In the meantime, the NRF filed comments with the Fed in February arguing that the 12-cent cap doesn’t go far enough. Retailing Today noted that the NRF told officials debit cards are merely plastic checks and should be honored at or close to face value since paper checks that draw on the same accounts are not subject to swipe fees. Banks’ own filings with the Fed claim only 4 cents as the cost of processing a debit transaction.

“The banks and card companies claim they want to study swipe fee reform, but the truth is they want to kill it,” NRF SVP and general counsel Mallory Duncan said. “Congress has already conducted more than half a dozen hearings on this issue, and the GAO and Federal Reserve have done studies of their own. The time for study is over. The time to reduce these fees and take bankers’ hands out of consumers’ pockets has come.”

Below is a summation of the Durbin Agreement from Dick Durbin’s website at www.durbin.senate.gov:

The Durbin amendment would bring reasonable regulation to the $20 billion per year debit interchange fee system. Interchange fees are received by the card-issuing bank in a debit card transaction. However, Visa and MasterCard, which control 80% of the debit market, set the debit interchange fee rates that apply to all banks within their networks. Every bank gets the same interchange fee rate, regardless of how efficiently a bank conducts debit transactions. Visa and MasterCard do not allow banks to compete with one another or negotiate with merchants over interchange rates, and there is no constraint on Visa and MasterCard’s ability to fix the rates at unreasonable levels. This system is effectively an unregulated $20 billion per year transfer of wealth from merchants and their customers to card-issuing banks.

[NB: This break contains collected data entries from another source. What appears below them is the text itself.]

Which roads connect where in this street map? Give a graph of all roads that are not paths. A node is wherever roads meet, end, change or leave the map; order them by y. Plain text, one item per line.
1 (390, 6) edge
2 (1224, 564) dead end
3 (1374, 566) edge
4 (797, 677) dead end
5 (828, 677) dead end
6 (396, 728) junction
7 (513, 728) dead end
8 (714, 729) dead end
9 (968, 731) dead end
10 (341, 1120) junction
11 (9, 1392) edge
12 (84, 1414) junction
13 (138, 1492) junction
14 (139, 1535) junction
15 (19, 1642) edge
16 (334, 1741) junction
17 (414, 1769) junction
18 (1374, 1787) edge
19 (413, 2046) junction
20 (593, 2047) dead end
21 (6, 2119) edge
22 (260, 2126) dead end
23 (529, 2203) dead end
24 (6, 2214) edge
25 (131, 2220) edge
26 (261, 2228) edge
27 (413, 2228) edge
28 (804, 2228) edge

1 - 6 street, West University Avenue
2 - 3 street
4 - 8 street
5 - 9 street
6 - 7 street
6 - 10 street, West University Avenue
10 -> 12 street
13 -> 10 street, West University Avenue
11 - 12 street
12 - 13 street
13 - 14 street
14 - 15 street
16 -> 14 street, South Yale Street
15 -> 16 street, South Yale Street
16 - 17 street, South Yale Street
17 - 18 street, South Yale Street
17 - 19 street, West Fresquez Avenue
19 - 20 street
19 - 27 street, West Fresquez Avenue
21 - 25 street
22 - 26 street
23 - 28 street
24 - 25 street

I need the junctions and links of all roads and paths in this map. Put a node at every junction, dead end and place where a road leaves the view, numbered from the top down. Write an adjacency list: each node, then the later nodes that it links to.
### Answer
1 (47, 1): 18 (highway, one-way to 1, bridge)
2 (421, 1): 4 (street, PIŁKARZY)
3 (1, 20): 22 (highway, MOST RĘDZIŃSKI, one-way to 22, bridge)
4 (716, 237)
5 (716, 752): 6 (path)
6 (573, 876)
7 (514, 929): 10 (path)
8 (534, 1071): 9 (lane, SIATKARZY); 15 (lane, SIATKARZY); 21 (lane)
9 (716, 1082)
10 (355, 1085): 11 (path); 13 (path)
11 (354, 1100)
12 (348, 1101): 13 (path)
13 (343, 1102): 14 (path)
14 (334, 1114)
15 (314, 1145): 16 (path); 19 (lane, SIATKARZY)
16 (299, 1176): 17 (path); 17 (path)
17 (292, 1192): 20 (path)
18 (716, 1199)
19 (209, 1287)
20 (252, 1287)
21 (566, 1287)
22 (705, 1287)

The original bill, called the Durbin Agreement, placed legal restrictions on debit card fees offering retailers a reprieve from the financial burden placed on them by big banks every time their customers paid with a plastic card.

According to Dick Durbin’s senate page:

The Durbin amendment directs the Fed to issue rules to ensure that debit interchange fees are reasonable and proportional to the processing costs incurred. These fees are far higher than the actual cost of processing debit transactions.

The Durbin amendment also allows sellers to offer discounts for customers to use competing card networks and for customers to pay by cash, check or debit card. The amendment would also allow sellers to choose to decline credit cards for small dollar purchases.

The amendment will require that for transactions involving debit cards issued by banks with assets over $10 billion, any interchange fee charged on the transaction must be reasonable and proportional to the cost incurred in processing the transaction. Visa and MasterCard currently charge debit interchange fees of around 1-2% of the transaction amount. These fees are far higher than the actual cost of processing debit transactions, and they mean that small businesses and merchants always get shortchanged when they accept a debit card for a sale.

The amendment will permit card-issuing banks to receive debit interchange fee adjustments to cover reasonably necessary fraud prevention costs. However, as opposed to the current interchange system where banks receive a guaranteed level of interchange revenue no matter how effectively they deal with fraud, the amendment will require banks to demonstrate that they have met fraud-prevention standards and taken effective steps to reduce fraud in order to receive an issuer-specific interchange adjustment that will cover their necessary costs.